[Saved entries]
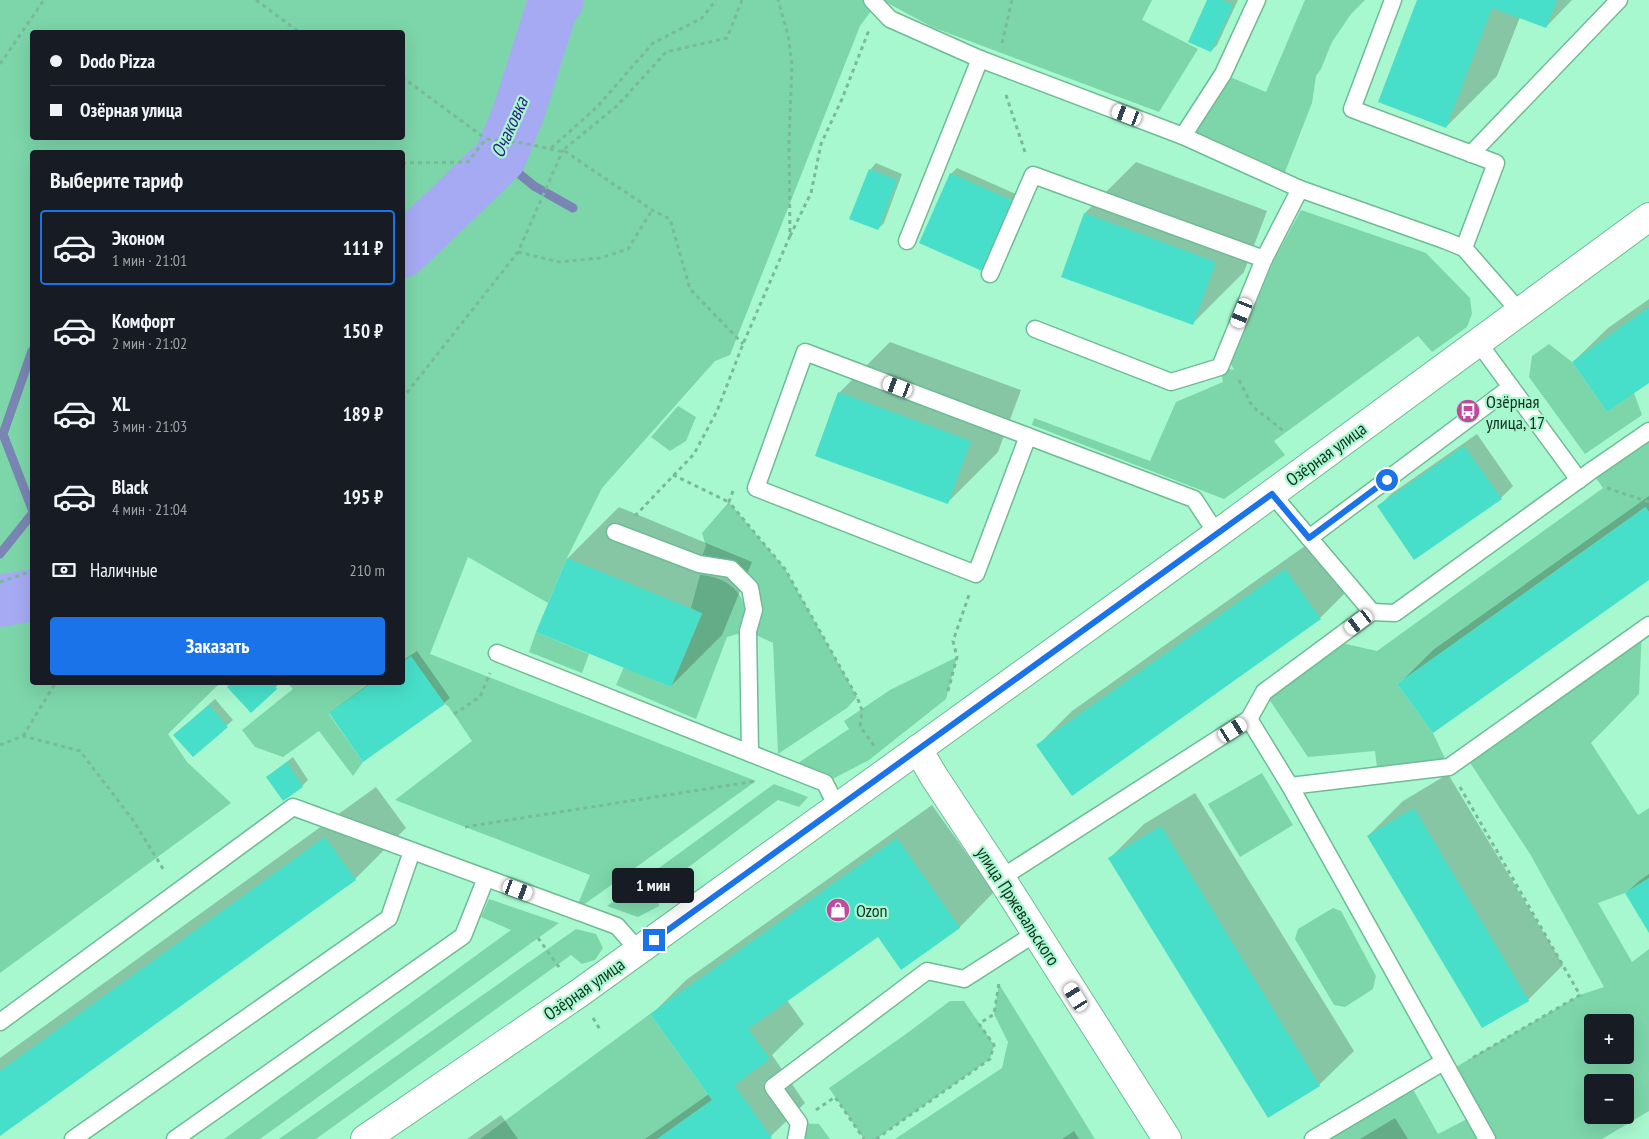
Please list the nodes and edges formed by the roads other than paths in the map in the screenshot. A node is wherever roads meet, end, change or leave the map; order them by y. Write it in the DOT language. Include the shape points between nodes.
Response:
graph roads {
  1 [pos="872,0"];
  2 [pos="1257,0"];
  3 [pos="1393,0"];
  4 [pos="1619,0"];
  5 [pos="980,59"];
  6 [pos="1183,136"];
  7 [pos="1471,154"];
  8 [pos="1300,189"];
  9 [pos="1649,217"];
  10 [pos="907,241"];
  11 [pos="1464,248"];
  12 [pos="1264,259"];
  13 [pos="990,274"];
  14 [pos="1520,312"];
  15 [pos="1035,328"];
  16 [pos="1478,342"];
  17 [pos="1511,387"];
  18 [pos="1649,431"];
  19 [pos="1028,436"];
  20 [pos="1579,480"];
  21 [pos="1272,494"];
  22 [pos="615,532"];
  23 [pos="1217,534"];
  24 [pos="1309,538"];
  25 [pos="1372,612"];
  26 [pos="1649,624"];
  27 [pos="497,653"];
  28 [pos="1249,719"];
  29 [pos="918,748"];
  30 [pos="750,753"];
  31 [pos="1290,786"];
  32 [pos="837,807"];
  33 [pos="412,851"];
  34 [pos="486,878"];
  35 [pos="1001,878"];
  36 [pos="1036,934"];
  37 [pos="639,950"];
  38 [pos="0,1022"];
  39 [pos="1446,1067"];
  40 [pos="73,1139"];
  41 [pos="175,1139"];
  42 [pos="365,1139"];
  43 [pos="796,1139"];
  44 [pos="1166,1139"];
  45 [pos="1313,1139"];
  46 [pos="1487,1139"];
  1 -- 5 [label="lane" via="890,19"];
  2 -- 6 [label="lane" via="1223,74"];
  3 -- 7 [label="lane" via="1352,109"];
  4 -- 7 [label="lane"];
  5 -- 6 [label="lane"];
  5 -- 10 [label="lane"];
  6 -- 8 [label="lane"];
  7 -- 11 [label="lane" via="1496,163"];
  8 -- 11 [label="lane"];
  8 -- 12 [label="lane"];
  9 -- 14 [label="street, Озёрная улица"];
  11 -- 14 [label="lane"];
  12 -- 13 [label="lane" via="1033,175"];
  12 -- 15 [label="lane" via="1220,367 1171,382"];
  14 -- 16 [label="street, Озёрная улица"];
  16 -- 17 [label="lane"];
  16 -- 21 [label="street, Озёрная улица"];
  17 -- 20 [label="lane"];
  17 -- 24 [label="lane"];
  18 -- 20 [label="lane"];
  19 -- 19 [label="lane" via="976,574 756,488 804,352"];
  19 -- 23 [label="lane" via="1194,499"];
  20 -- 25 [label="lane" via="1395,613"];
  21 -- 23 [label="street, Озёрная улица"];
  21 -- 24 [label="lane"];
  22 -- 30 [label="lane" via="700,564 731,569 750,588 754,610 748,631"];
  23 -- 29 [label="street, Озёрная улица"];
  24 -- 25 [label="lane"];
  25 -- 28 [label="lane" via="1264,692"];
  26 -- 31 [label="lane" via="1449,767"];
  27 -- 30 [label="lane"];
  28 -- 31 [label="lane"];
  28 -- 35 [label="lane"];
  29 -- 32 [label="street, Озёрная улица"];
  29 -- 35 [label="street, улица Пржевальского"];
  30 -- 32 [label="lane" via="825,783"];
  31 -- 39 [label="lane"];
  32 -- 37 [label="street, Озёрная улица"];
  33 -- 34 [label="lane"];
  33 -- 38 [label="lane" via="293,807"];
  33 -- 40 [label="lane" via="389,918"];
  34 -- 37 [label="lane" via="617,926"];
  34 -- 41 [label="lane" via="463,936"];
  35 -- 36 [label="street, улица Пржевальского"];
  36 -- 43 [label="lane" via="964,979 927,971 773,1087 799,1123"];
  36 -- 44 [label="street, улица Пржевальского"];
  37 -- 42 [label="street, Озёрная улица"];
  39 -- 45 [label="lane"];
  39 -- 46 [label="lane"];
}
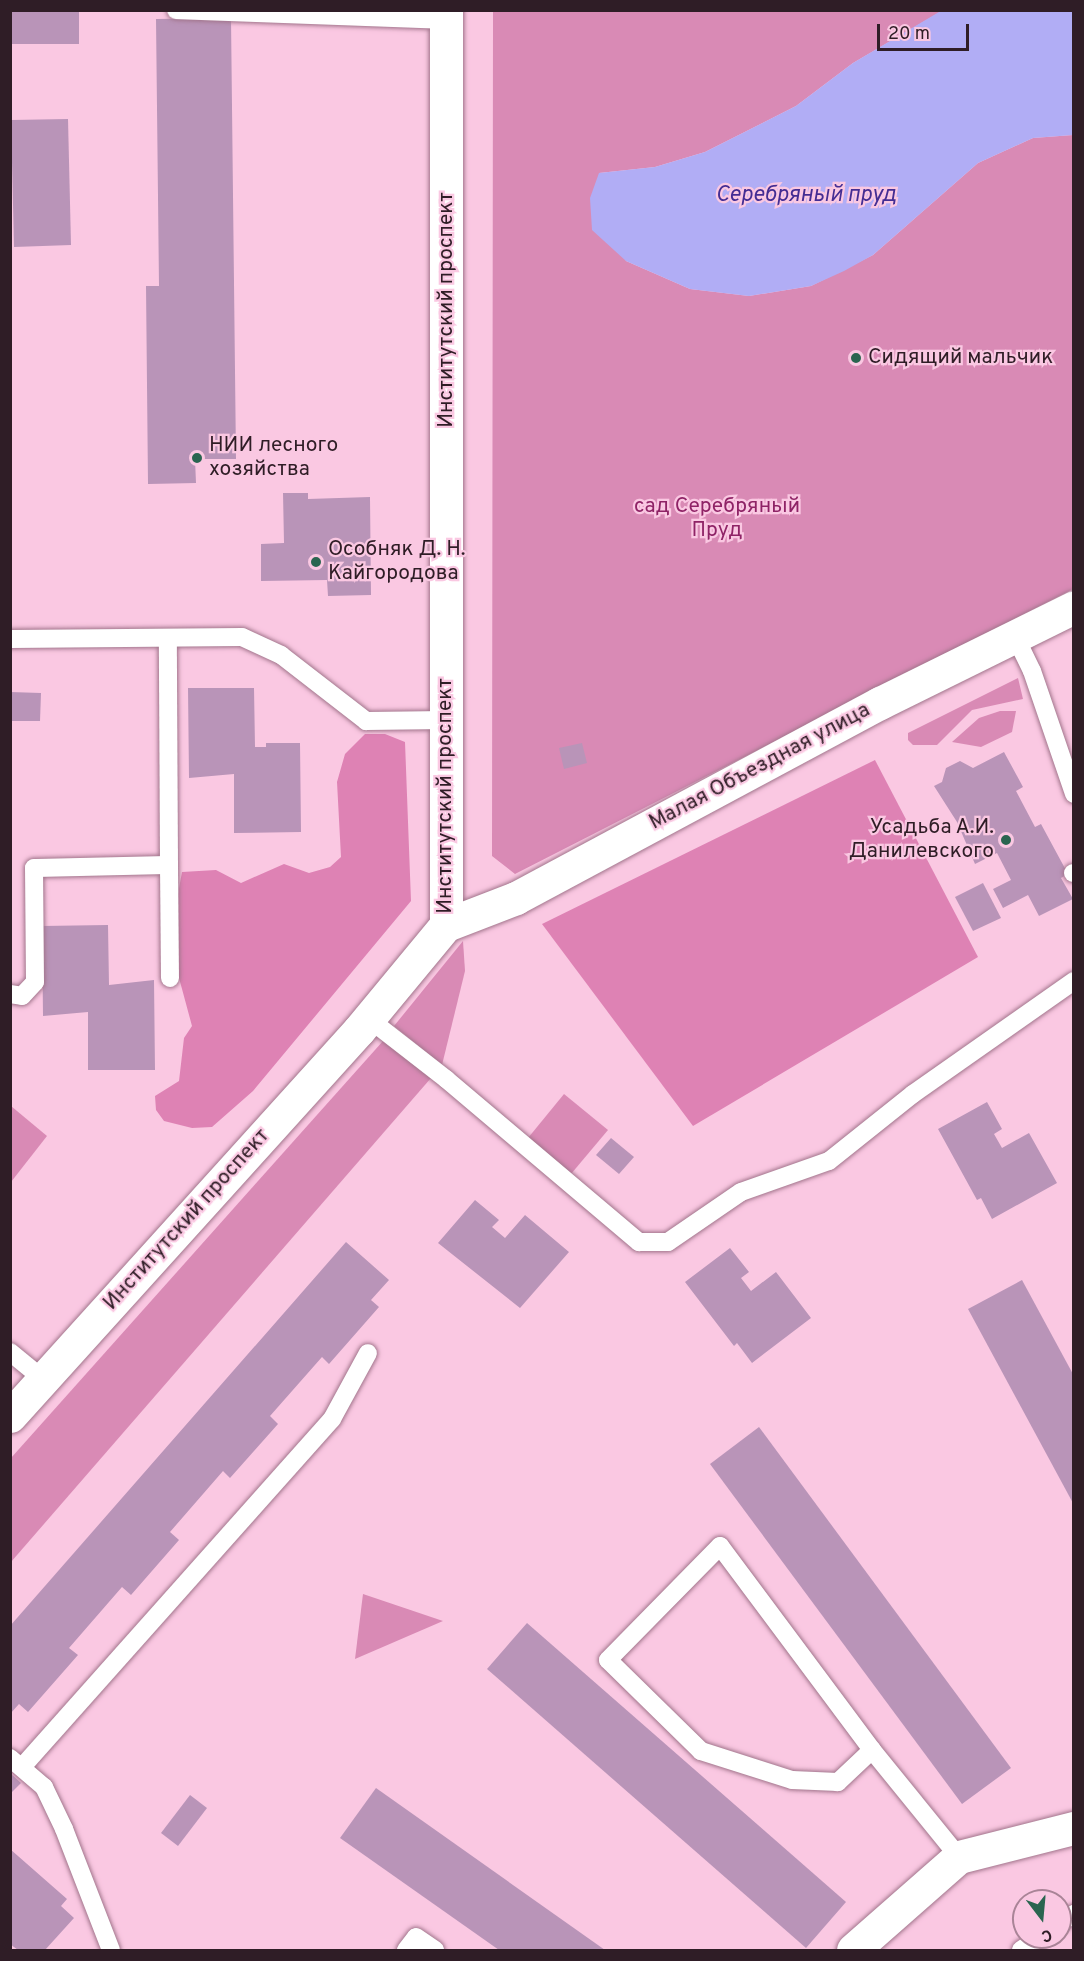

### Action item
Each line that contains the string "Пржевальского" counts once; report how many such lines the entries have, giving only the number.

### Solution to the exercise
3